Dean Jason T, Tran Linh, Beaven Simon, Tontonoz Peter, Reue Karen, Dipple Katrina M, Liao James C
Department of Chemical and Biomolecular Engineering, University of California, Los Angeles, CA 90095, USA.
Cell Metab. 2009 Jun;9(6):525-36. doi: 10.1016/j.cmet.2009.04.008.
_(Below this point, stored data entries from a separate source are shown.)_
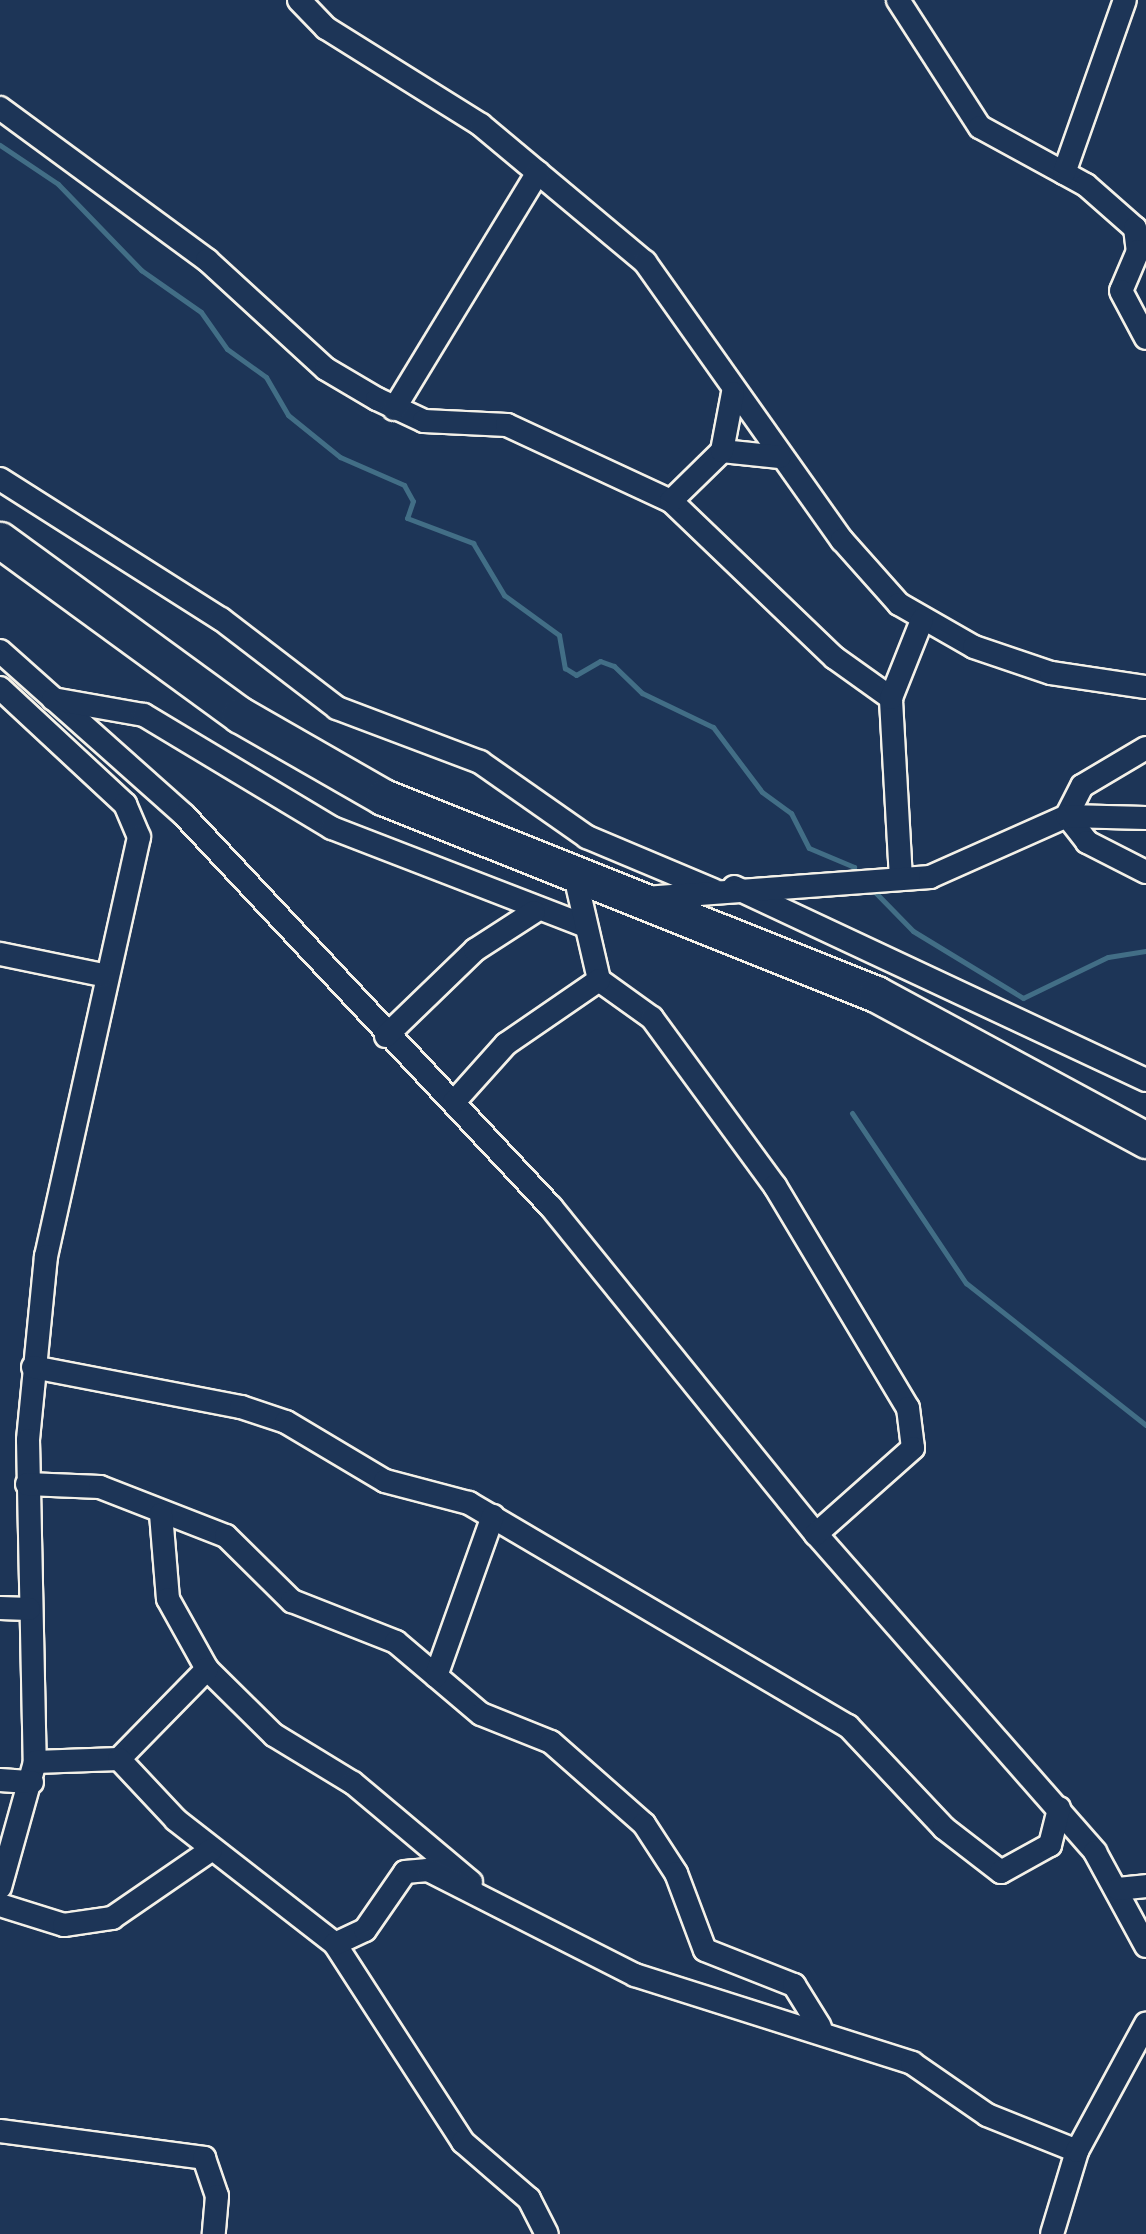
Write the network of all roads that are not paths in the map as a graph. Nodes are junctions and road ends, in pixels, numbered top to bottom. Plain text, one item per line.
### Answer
1 (298, 0) edge
2 (898, 0) edge
3 (1125, 0) edge
4 (0, 108) edge
5 (538, 172) junction
6 (1064, 173) junction
7 (1146, 338) edge
8 (734, 393) junction
9 (394, 409) junction
10 (722, 451) junction
11 (780, 457) junction
12 (0, 479) edge
13 (671, 501) junction
14 (0, 540) edge
15 (922, 620) junction
16 (0, 651) edge
17 (10, 669) edge
18 (1146, 687) edge
19 (0, 688) edge
20 (891, 698) junction
21 (53, 699) junction
22 (1146, 748) edge
23 (1067, 816) junction
24 (1146, 818) edge
25 (1146, 872) edge
26 (576, 880) junction
27 (901, 880) junction
28 (723, 888) junction
29 (635, 900) junction
30 (534, 912) junction
31 (584, 925) junction
32 (6, 954) edge
33 (102, 976) junction
34 (599, 980) junction
35 (386, 1036) junction
36 (1146, 1080) edge
37 (454, 1102) junction
38 (1146, 1140) edge
39 (33, 1367) junction
40 (27, 1484) junction
41 (160, 1514) junction
42 (493, 1516) junction
43 (816, 1534) junction
44 (0, 1608) edge
45 (29, 1608) junction
46 (208, 1669) junction
47 (436, 1676) junction
48 (119, 1760) junction
49 (34, 1772) junction
50 (0, 1780) edge
51 (1058, 1808) junction
52 (212, 1850) junction
53 (1146, 1886) edge
54 (0, 1887) edge
55 (1118, 1889) junction
56 (0, 1905) edge
57 (505, 1914) junction
58 (335, 1944) junction
59 (1146, 1946) edge
60 (1146, 2024) edge
61 (820, 2028) junction
62 (0, 2130) edge
63 (1076, 2151) junction
64 (214, 2234) edge
65 (547, 2234) edge
66 (1052, 2234) edge

1 - 5 street
2 - 6 street
3 - 6 street
4 - 9 street
5 - 8 street
5 - 9 street
6 - 7 street
8 - 10 street
8 - 11 street
9 - 13 street
10 - 11 street
10 - 13 street
11 - 15 street
12 - 28 street
13 - 20 street
14 - 26 highway
15 - 18 street
15 - 20 street
16 - 17 street
17 - 21 street
19 - 33 street
20 - 27 street
21 - 30 street
21 - 35 street
22 - 23 street
23 - 24 street
23 - 25 street
23 - 27 street
26 - 29 highway
26 - 31 street
27 - 28 street
28 - 29 street
28 - 36 street
29 - 38 highway
30 - 31 street
30 - 35 street
31 - 34 street
32 - 33 street
33 - 39 street
34 - 37 street
34 - 43 street
35 - 37 street
37 - 43 street
39 - 40 street
39 - 42 street
40 - 41 street
40 - 45 street
41 - 46 street
41 - 47 street
42 - 47 street
42 - 51 street
43 - 51 street
44 - 45 street
45 - 49 street
46 - 48 street
46 - 57 street
47 - 61 street
48 - 49 street
48 - 52 street
49 - 50 street
49 - 54 street
51 - 55 street
52 - 56 street
52 - 58 street
53 - 55 street
55 - 59 street
57 - 58 street
57 - 61 street
58 - 65 street
60 - 63 street
61 - 63 street
62 - 64 street
63 - 66 street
Given the success in engineering synthetic phenotypes in microbes and mammalian cells, constructing non-native pathways in mammals has become increasingly attractive for understanding and identifying potential targets for treating metabolic disorders. Here, we introduced the glyoxylate shunt into mouse liver to investigate mammalian fatty acid metabolism. Mice expressing the shunt showed resistance to diet-induced obesity on a high-fat diet despite similar food consumption. This was accompanied by a decrease in total fat mass, circulating leptin levels, plasma triglyceride concentration, and a signaling metabolite in liver, malonyl-CoA, that inhibits fatty acid degradation. Contrary to plants and bacteria, in which the glyoxylate shunt prevents the complete oxidation of fatty acids, this pathway when introduced in mice increases fatty acid oxidation such that resistance to diet-induced obesity develops. This work suggests that using non-native pathways in higher organisms to explore and modulate metabolism may be a useful approach.
鉴于在工程改造微生物和哺乳动物细胞的合成表型方面取得的成功,构建哺乳动物的非天然代谢途径对于理解和确定治疗代谢紊乱的潜在靶点变得越来越有吸引力。在此,我们将乙醛酸循环引入小鼠肝脏以研究哺乳动物的脂肪酸代谢。表达该循环的小鼠在高脂饮食下尽管食物摄入量相似,但对饮食诱导的肥胖具有抗性。这伴随着总脂肪量、循环瘦素水平、血浆甘油三酯浓度以及肝脏中一种抑制脂肪酸降解的信号代谢物丙二酰辅酶A的减少。与植物和细菌不同,在植物和细菌中乙醛酸循环可防止脂肪酸的完全氧化,而该途径引入小鼠后会增加脂肪酸氧化,从而产生对饮食诱导肥胖的抗性。这项工作表明,利用高等生物中的非天然代谢途径来探索和调节代谢可能是一种有用的方法。